Do you think that you should not judge other people? Go ahead and take a moment to think about it.
Now, are you on Tinder?
It’s ok. 91% of people judge other people. The only ones who don’t are enlightened individuals called toddlers.
We accept judging. We might even say that it’s necessary for our well-being. Heck, judging people might help us find our soulmate. That’s big!
When it comes to judging there are several types. An example is one that saves your best friend from having to give you the It-Wasn’t-A-Good-Fit-For-You speech for the 25th time. However, I’d like to discuss a type of judging that is more automatic and is more alarming. Let me give you a few examples to illustrate.
Last week I went to the Coffee and Conversation Hour here at Arizona State University. I had received emails stating that this was where “domestic and international students gather to chat and build cross-cultural connections over a cup of coffee.” Sounded nice, so I went. I spotted the coffee and I walked straight towards it since as a grad student coffee is an essential part of my sustenance. A lady, who I suppose works for the International Student Center, was setting up the coffee. I said hello and she said hello but she gave me a confused look. I didn’t think much of it as I poured myself some coffee and looked for the creamer. At that point someone else had approached the table from behind me and the lady directed her attention to that person. From the way she was speaking, I thought she was talking to a child and I wondered what a kid was doing in line for coffee. As I turned around, I was surprised to find an undergrad. The lady pointed at some cups and told him that “those are ex-tra.” It was the way she said “ex-tra” that caught my annoyance. She made sure to pronounce each syllable very carefully with an awkward pause in the middle. I really hoped that she knew he was just an international student, not five.
The pronunciation of “extra” might not seem like a big deal but it is a subtle indication of you are different from me. “Ex-tra” says that because we are different, I will alter my speech for your benefit. This is an example of our automatic judgments getting the best of us. However, it doesn’t just apply to the way that people speak but also to the way that people look.
A few months ago, my sister was at a store looking for a dress to wear to one of her friend’s weddings. She had picked a dress that she liked but wasn’t quite sure if it was good, so she went to the checkout counter to ask. “Do you think this dress would work for a wedding?” my sister asked. The lady at the counter responded, “Well, it’s ok for an American wedding but I’m not sure about an Indian one.” Overhearing this a few yards away, I was pissed. So, I tweeted about it. What made that lady say that? My sister isn’t Indian so why assume that she was based solely on how she looked? Why assume that a dress that is appropriate for an “American” wedding would not work for an Indian one? Out of curiosity, what would that lady define to be an “American” wedding? Would Darius Rucker and Beth Leonard be invited? How about Neil Patrick Harris and David Burtka?
It is not only your accent that generates special treatment but also the way that you look. You can sound like a foreigner, which makes it proper to talk to you like you were a child. You can look Indian, which makes it acceptable to assume that you should dress differently. This automatic judging behavior is by no means unique to a certain group of people doing it to another group. This form of judging is rampant.

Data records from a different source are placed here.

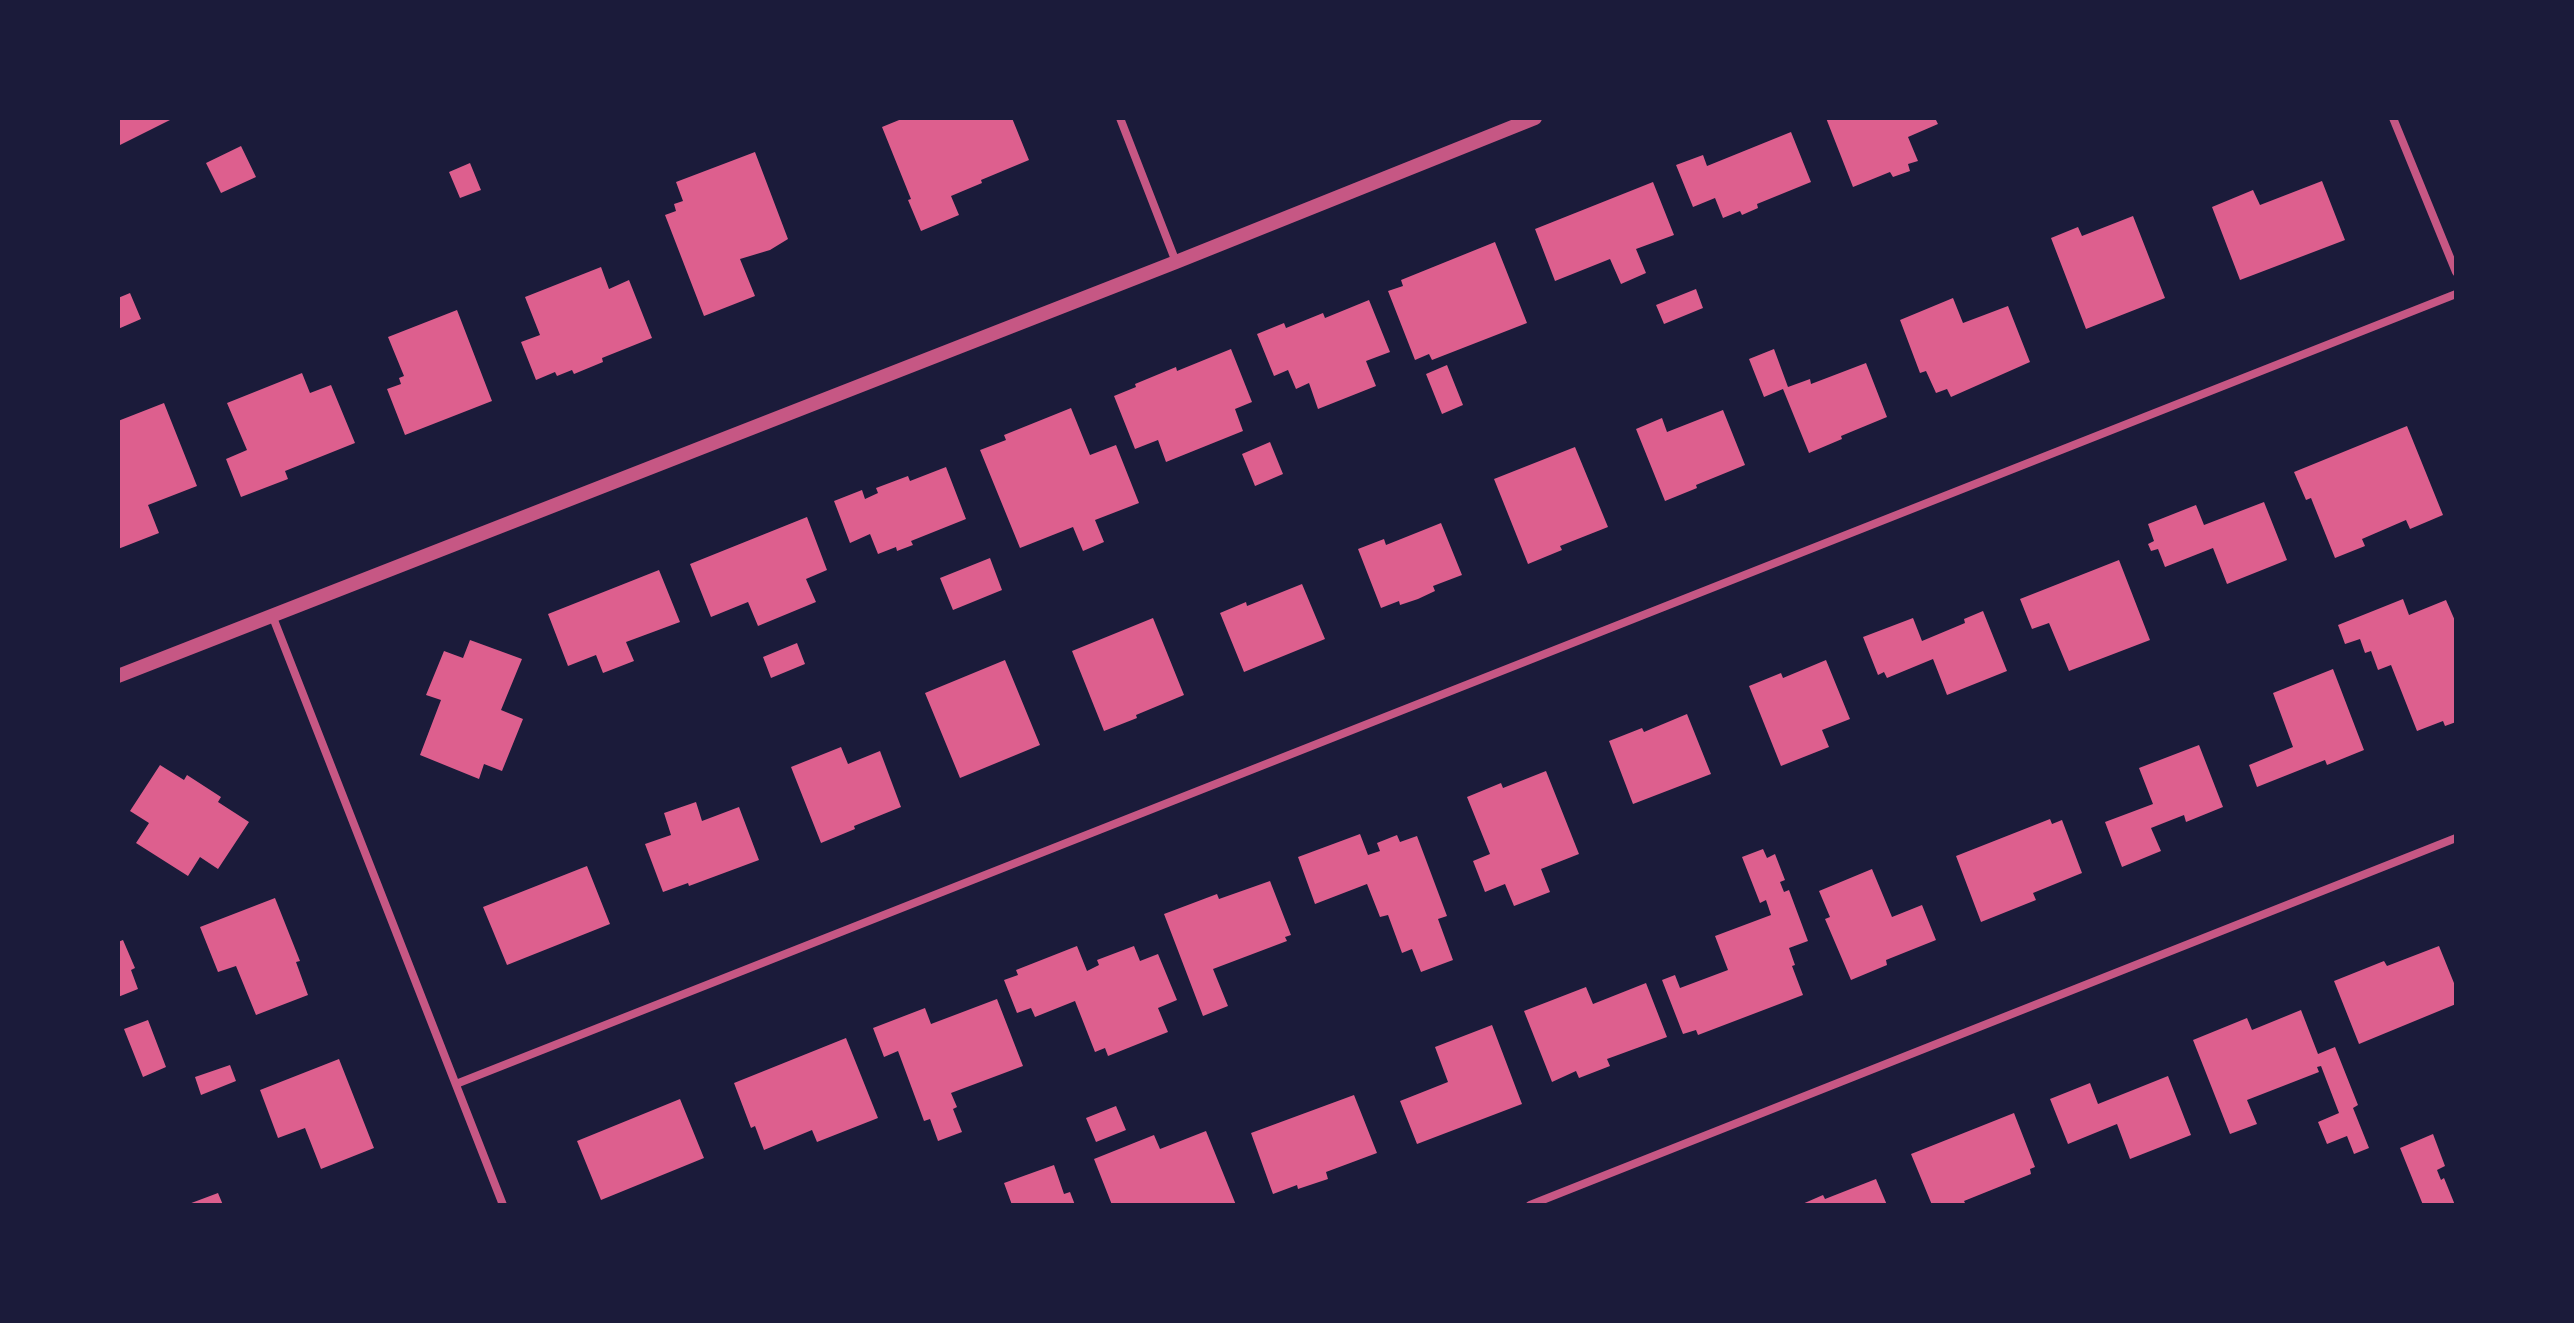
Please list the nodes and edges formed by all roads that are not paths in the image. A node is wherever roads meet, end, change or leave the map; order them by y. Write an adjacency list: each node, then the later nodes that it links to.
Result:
1 (1120, 118): 4 (street)
2 (1535, 118): 4 (street)
3 (2393, 118): 5 (street)
4 (1176, 262): 7 (street)
5 (2456, 272)
6 (2456, 294): 10 (street)
7 (271, 615): 8 (street); 10 (street)
8 (118, 676)
9 (2456, 838): 12 (street)
10 (456, 1084): 11 (street)
11 (503, 1205)
12 (1530, 1205)

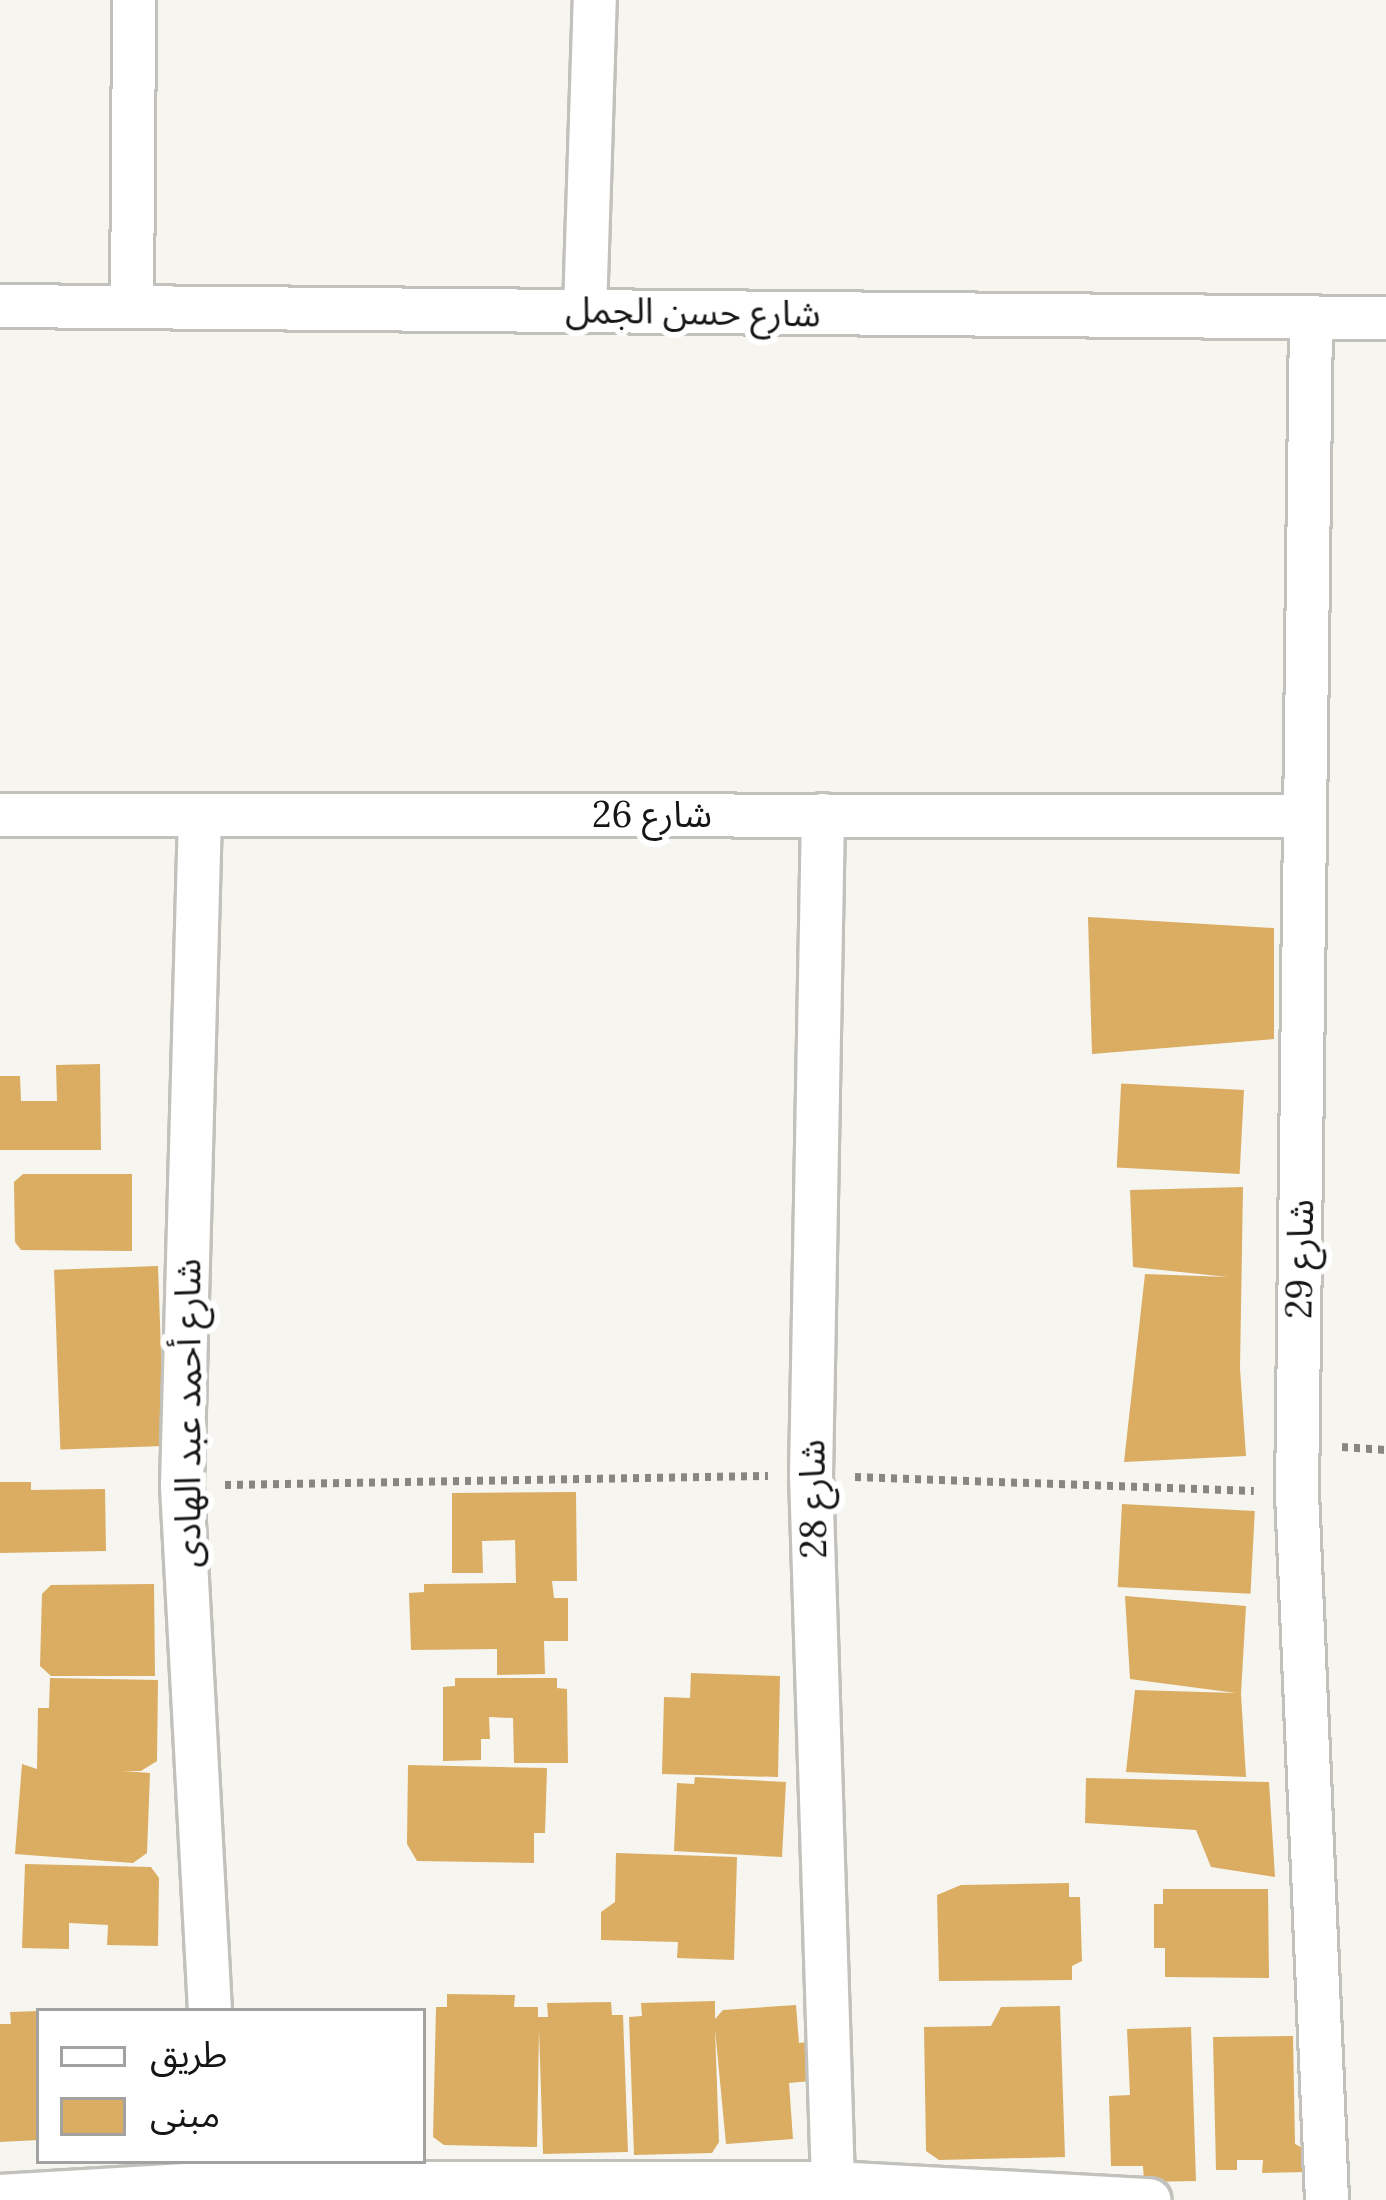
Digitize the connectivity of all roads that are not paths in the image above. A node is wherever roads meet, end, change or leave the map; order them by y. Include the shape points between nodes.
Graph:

For example, in high school I volunteered for the Rose Parade in Pasadena. After one of the events I was waiting for my ride home. As I waited, a lady approached me and asked me a question in Spanish. I wasn’t quite sure what she said so I responded as best as I could with “No hablo español.” She repeated it back to me with what I could only describe as revulsion and disappointment on her face. I got the feeling that she could not believe that someone who looked like me didn’t speak Spanish. I wonder if it would have helped if I could have told her that I was born on the opposite side of the planet.
It would be all too easy for me to write a blog post and say that we should stop doing this type of judging. It isn’t that easy to do. Instead, I think we can try to be more aware of it. Hopefully, over time we can keep it in check. For now, go out and say hello when you meet someone. Ask them “How are you?” or “Kohomadha?” or “¿Cómo estás?” If you don’t know what to say, just smile, because that, says it all.